TASK DESCRIPTION: All lines in the material containing the word "Avenida" need to be copied.

DATASET CONTENT:

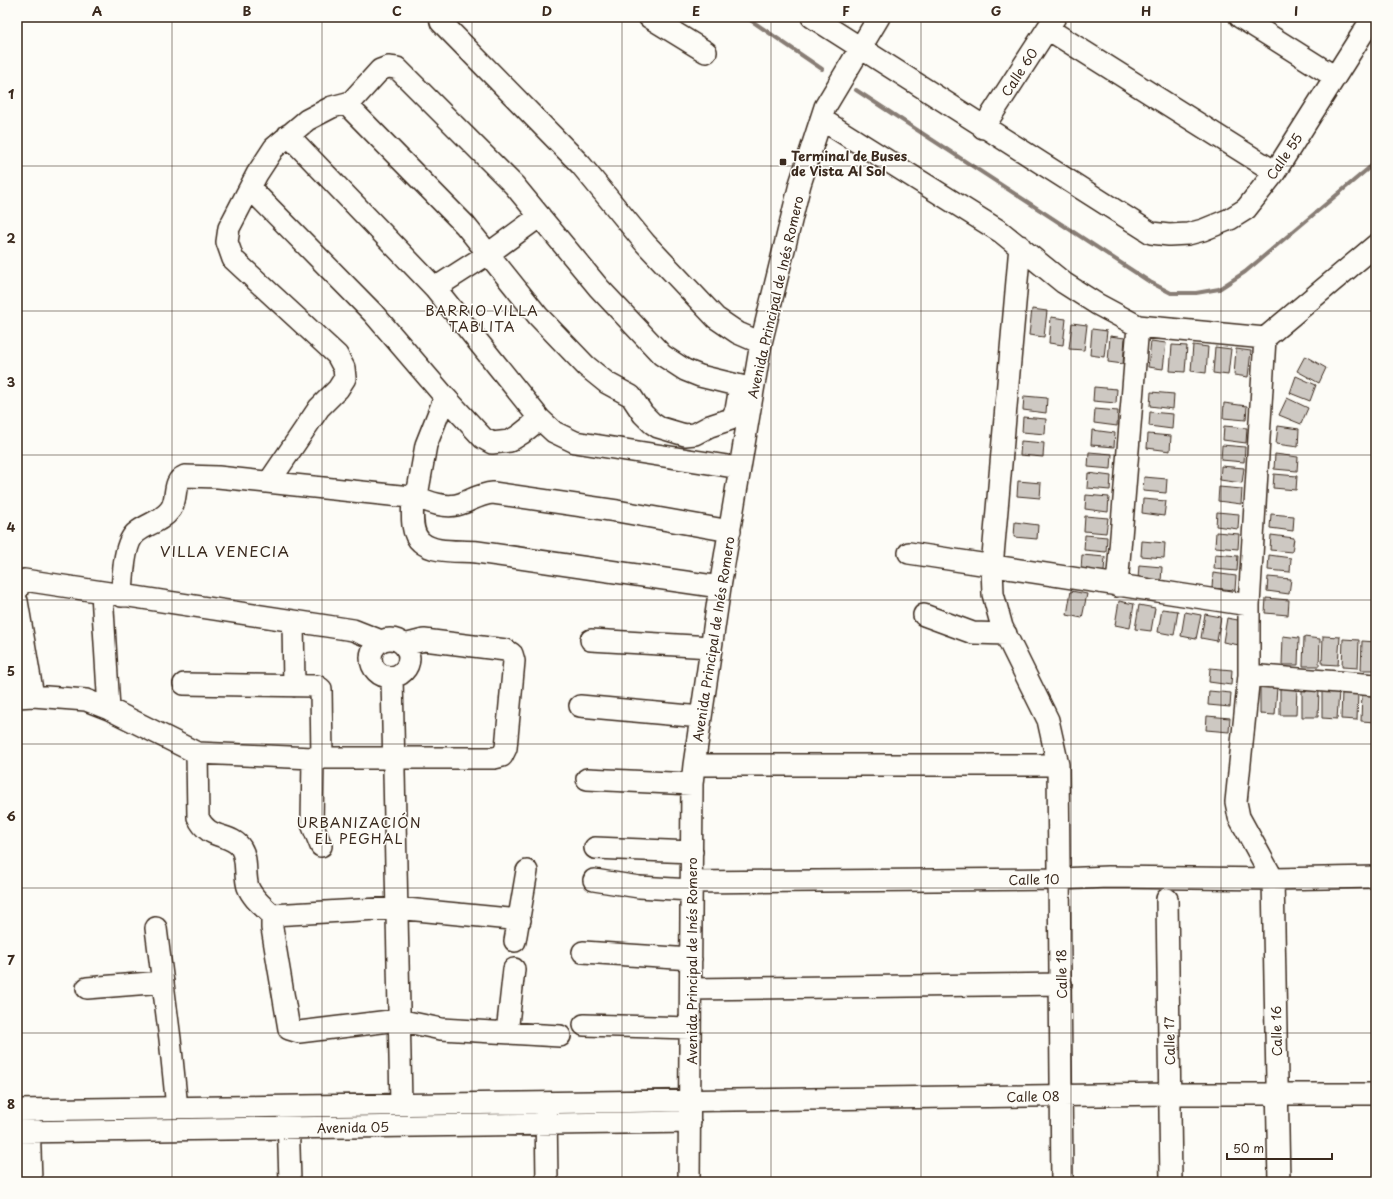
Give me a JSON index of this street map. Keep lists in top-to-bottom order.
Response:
{
  "streets": {
    "street": [
      "Calle 60",
      "Calle 55",
      "Avenida Principal de Inés Romero",
      "Calle 10",
      "Calle 18",
      "Calle 16",
      "Calle 17",
      "Calle 08",
      "Avenida 05"
    ]
  },
  "crossings": [
    ["Calle 60", "Calle 55"],
    ["Avenida Principal de Inés Romero", "Calle 10"],
    ["Avenida Principal de Inés Romero", "Calle 08"],
    ["Avenida Principal de Inés Romero", "Avenida 05"],
    ["Calle 10", "Calle 18"],
    ["Calle 10", "Calle 16"],
    ["Calle 18", "Calle 08"],
    ["Calle 16", "Calle 08"],
    ["Calle 17", "Calle 08"],
    ["Calle 08", "Avenida 05"]
  ],
  "districts": ["BARRIO VILLA TABLITA", "VILLA VENECIA", "URBANIZACIÓN EL PEGHAL"],
  "places": {
    "transit": ["Terminal de Buses de Vista Al Sol"]
  },
  "scale_bar": "50 m",
  "grid": {
    "columns": [
      "A",
      "B",
      "C",
      "D",
      "E",
      "F",
      "G",
      "H",
      "I"
    ],
    "rows": [
      "1",
      "2",
      "3",
      "4",
      "5",
      "6",
      "7",
      "8"
    ]
  }
}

SOLUTION TO THIS PROBLEM:
      "Avenida Principal de Inés Romero",
      "Avenida 05"
    ["Avenida Principal de Inés Romero", "Calle 10"],
    ["Avenida Principal de Inés Romero", "Calle 08"],
    ["Avenida Principal de Inés Romero", "Avenida 05"],
    ["Calle 08", "Avenida 05"]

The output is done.